Exercise: Using the data below, find how many lines include the word "nodes" and report that figure alone.

Data:
....................
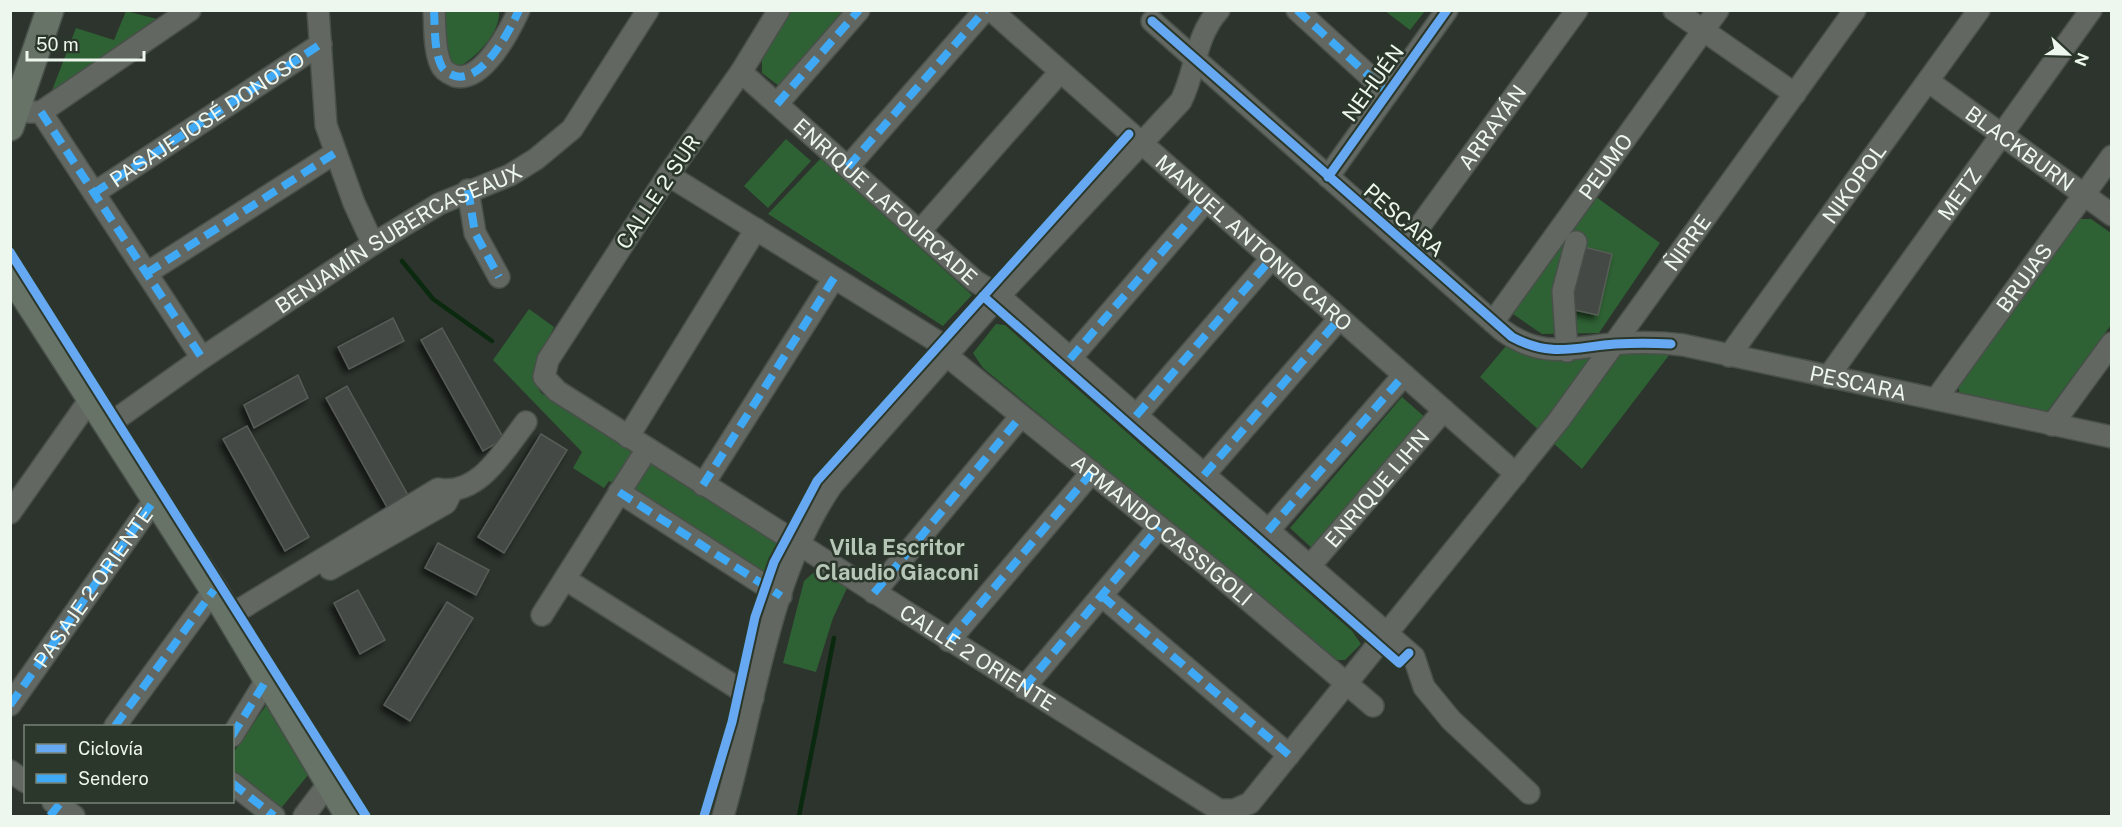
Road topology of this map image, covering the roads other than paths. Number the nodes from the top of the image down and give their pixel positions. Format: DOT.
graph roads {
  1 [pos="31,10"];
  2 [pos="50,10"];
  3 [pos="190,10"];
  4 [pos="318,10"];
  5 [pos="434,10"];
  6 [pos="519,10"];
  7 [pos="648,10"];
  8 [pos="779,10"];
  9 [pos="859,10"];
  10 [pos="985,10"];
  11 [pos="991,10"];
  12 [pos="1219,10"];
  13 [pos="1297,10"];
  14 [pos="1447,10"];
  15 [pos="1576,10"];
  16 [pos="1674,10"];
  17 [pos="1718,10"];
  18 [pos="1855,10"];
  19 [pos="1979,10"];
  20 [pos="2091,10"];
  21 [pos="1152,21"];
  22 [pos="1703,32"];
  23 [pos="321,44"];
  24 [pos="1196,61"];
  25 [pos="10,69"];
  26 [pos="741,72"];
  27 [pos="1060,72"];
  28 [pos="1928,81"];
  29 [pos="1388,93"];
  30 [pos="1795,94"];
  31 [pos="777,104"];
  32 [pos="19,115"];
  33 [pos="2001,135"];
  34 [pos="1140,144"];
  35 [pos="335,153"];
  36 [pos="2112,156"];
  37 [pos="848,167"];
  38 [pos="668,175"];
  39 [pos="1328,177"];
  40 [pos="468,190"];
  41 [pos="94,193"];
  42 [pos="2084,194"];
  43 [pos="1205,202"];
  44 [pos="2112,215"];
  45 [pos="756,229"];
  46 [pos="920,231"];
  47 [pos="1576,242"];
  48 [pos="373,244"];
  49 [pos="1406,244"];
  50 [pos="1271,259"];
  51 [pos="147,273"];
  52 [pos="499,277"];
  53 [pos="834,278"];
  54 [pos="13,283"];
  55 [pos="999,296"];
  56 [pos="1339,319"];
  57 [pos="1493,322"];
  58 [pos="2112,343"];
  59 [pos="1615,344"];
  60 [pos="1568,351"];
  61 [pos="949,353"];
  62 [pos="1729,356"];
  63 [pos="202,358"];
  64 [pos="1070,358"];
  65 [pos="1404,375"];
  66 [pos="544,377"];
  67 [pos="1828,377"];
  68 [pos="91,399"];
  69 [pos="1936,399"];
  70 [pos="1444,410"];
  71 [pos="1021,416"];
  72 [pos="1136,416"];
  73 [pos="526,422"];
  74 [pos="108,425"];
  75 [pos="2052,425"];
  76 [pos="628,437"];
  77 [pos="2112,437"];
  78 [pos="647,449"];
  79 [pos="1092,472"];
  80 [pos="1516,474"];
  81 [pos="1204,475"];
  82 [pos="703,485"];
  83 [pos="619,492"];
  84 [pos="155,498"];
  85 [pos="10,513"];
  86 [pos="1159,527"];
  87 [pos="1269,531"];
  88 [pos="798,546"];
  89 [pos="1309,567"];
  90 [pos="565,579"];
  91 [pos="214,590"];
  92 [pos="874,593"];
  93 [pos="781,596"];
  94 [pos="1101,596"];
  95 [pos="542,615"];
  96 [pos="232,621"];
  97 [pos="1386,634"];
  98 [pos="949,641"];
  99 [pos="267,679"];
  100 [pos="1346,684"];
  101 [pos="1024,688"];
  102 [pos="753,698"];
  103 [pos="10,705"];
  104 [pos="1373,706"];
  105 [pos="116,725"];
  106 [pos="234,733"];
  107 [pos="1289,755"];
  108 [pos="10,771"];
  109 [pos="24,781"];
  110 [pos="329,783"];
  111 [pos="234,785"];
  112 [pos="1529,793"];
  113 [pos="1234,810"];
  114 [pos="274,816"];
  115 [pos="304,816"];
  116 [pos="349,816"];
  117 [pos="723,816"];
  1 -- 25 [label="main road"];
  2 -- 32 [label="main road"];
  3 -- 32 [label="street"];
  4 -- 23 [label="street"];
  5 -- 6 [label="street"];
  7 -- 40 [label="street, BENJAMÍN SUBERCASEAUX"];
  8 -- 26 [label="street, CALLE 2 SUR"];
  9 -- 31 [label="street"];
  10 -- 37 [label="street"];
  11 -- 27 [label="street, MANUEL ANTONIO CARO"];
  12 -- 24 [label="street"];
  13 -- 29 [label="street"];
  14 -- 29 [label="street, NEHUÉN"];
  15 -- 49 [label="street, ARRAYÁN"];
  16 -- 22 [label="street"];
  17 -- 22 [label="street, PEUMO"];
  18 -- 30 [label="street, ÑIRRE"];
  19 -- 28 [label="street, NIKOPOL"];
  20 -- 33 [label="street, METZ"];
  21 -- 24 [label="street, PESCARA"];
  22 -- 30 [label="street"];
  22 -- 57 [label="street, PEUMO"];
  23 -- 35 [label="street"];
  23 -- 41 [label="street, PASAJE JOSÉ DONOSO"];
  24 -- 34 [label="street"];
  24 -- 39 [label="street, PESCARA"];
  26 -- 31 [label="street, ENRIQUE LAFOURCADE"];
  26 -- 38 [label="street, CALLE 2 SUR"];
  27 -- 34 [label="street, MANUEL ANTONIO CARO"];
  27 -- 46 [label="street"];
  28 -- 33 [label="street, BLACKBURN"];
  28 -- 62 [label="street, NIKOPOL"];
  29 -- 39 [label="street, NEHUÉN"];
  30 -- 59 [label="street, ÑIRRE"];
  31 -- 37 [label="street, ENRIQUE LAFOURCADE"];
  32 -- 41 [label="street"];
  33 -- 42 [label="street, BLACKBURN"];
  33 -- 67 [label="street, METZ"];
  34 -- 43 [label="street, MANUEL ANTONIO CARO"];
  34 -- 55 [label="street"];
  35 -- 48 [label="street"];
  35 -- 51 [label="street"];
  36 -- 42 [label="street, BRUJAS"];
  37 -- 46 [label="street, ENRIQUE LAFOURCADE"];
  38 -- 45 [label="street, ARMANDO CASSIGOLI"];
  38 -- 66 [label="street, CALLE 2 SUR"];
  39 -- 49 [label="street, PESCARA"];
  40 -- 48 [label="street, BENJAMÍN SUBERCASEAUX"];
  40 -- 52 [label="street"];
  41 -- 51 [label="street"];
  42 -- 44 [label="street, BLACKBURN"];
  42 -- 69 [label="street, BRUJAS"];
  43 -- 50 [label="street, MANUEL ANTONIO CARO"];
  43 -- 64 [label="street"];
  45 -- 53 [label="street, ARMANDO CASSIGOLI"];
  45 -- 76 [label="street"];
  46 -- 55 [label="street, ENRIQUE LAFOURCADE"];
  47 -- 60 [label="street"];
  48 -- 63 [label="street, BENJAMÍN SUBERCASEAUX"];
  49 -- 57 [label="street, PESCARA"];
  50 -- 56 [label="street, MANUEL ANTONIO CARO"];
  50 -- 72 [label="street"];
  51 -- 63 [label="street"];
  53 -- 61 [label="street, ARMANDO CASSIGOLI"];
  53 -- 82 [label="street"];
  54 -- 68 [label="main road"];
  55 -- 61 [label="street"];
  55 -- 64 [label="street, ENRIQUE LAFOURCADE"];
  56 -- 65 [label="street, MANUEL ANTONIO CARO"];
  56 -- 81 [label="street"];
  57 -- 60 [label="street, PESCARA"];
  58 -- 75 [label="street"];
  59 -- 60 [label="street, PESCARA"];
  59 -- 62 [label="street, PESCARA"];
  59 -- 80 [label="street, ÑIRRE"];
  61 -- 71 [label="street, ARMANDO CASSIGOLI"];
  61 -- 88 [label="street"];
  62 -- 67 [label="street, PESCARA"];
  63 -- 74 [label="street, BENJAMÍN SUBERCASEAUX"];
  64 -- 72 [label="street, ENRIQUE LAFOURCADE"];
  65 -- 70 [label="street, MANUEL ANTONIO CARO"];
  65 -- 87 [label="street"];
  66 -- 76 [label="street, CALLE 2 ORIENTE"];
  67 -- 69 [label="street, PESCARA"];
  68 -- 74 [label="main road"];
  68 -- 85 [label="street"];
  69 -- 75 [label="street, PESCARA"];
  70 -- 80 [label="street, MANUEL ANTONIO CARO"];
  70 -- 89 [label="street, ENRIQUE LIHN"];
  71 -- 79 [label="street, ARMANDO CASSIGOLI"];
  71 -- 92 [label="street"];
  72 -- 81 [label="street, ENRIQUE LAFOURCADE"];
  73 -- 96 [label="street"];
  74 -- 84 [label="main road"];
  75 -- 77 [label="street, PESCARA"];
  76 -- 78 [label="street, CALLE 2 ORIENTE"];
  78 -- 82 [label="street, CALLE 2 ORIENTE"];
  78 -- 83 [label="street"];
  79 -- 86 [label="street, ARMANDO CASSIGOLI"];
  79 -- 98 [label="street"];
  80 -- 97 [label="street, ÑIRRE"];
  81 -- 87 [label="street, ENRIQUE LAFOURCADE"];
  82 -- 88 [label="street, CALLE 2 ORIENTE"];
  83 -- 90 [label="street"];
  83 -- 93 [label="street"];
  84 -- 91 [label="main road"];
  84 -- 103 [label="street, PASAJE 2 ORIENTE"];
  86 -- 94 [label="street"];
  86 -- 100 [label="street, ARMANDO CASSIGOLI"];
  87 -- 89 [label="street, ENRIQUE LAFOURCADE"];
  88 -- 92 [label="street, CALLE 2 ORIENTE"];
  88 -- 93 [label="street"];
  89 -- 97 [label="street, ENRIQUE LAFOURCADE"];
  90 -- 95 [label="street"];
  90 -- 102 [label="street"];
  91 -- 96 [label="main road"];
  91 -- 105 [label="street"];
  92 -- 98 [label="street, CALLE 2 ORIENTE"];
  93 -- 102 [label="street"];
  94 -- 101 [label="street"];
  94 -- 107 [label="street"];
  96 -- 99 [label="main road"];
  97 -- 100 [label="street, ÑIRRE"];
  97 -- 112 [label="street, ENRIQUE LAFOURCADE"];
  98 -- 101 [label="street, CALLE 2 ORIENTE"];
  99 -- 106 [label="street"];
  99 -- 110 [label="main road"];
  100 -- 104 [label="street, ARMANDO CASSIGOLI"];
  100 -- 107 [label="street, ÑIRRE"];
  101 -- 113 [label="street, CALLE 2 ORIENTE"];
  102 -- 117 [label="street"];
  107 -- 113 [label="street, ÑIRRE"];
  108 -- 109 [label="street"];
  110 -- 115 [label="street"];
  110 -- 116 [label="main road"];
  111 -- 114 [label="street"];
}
....................
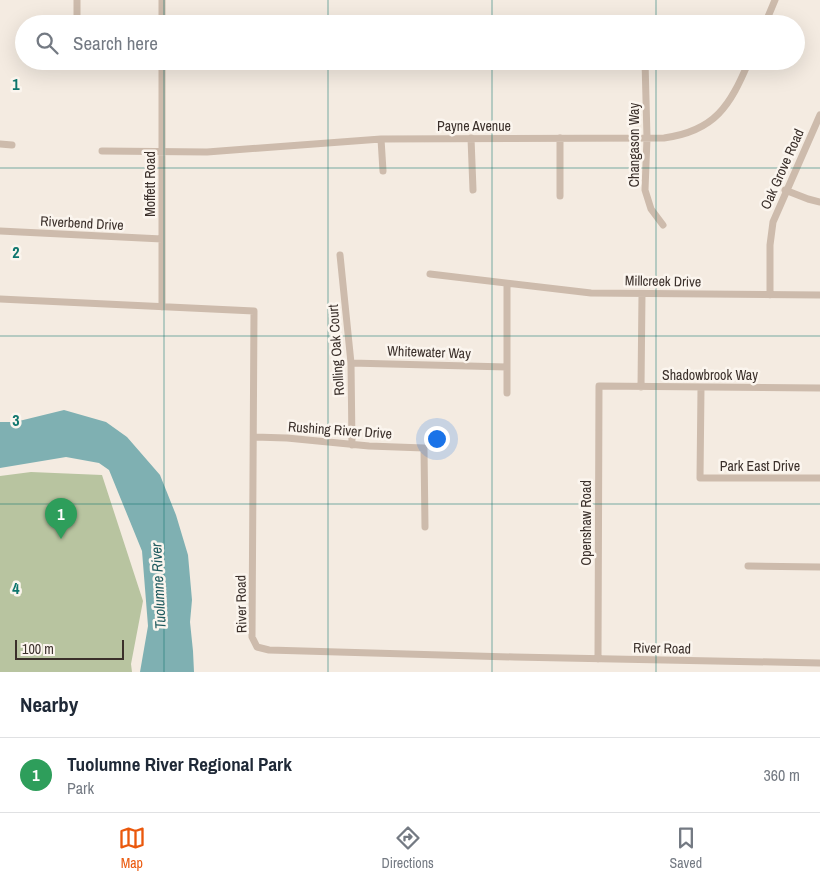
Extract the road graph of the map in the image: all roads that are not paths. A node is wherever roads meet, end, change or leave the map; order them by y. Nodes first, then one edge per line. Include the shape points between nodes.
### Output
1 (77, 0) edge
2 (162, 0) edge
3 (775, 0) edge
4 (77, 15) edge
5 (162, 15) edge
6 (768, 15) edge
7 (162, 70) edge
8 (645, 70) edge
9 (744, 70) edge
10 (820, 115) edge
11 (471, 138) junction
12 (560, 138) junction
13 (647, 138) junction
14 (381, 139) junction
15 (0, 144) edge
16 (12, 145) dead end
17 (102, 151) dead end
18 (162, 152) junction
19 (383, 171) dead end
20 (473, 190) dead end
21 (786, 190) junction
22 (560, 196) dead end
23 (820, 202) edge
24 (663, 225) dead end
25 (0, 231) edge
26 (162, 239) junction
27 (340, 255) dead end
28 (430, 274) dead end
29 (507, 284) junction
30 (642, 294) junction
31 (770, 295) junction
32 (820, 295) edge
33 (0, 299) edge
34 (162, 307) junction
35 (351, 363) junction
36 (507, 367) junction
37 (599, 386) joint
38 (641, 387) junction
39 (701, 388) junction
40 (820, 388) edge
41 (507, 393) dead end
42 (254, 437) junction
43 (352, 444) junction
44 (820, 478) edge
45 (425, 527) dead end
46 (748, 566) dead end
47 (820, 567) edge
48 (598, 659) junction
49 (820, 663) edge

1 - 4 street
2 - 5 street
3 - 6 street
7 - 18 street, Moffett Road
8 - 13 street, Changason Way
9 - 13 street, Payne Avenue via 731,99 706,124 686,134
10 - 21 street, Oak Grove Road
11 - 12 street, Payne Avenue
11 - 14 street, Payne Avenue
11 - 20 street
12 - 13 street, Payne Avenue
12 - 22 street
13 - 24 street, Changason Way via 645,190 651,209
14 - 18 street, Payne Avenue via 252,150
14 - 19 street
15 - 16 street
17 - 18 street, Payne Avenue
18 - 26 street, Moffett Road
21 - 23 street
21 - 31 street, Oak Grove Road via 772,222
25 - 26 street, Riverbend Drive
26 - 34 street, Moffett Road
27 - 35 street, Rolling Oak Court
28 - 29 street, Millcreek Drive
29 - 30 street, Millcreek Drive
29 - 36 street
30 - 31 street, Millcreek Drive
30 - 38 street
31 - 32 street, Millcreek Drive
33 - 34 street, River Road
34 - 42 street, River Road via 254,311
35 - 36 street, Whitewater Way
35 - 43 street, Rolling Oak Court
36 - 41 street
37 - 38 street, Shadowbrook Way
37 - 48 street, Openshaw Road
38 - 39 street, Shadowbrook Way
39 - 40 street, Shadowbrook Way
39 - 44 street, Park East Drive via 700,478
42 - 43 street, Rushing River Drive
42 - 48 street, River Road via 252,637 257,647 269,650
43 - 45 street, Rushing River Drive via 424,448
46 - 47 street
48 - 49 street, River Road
....................
Task result: 2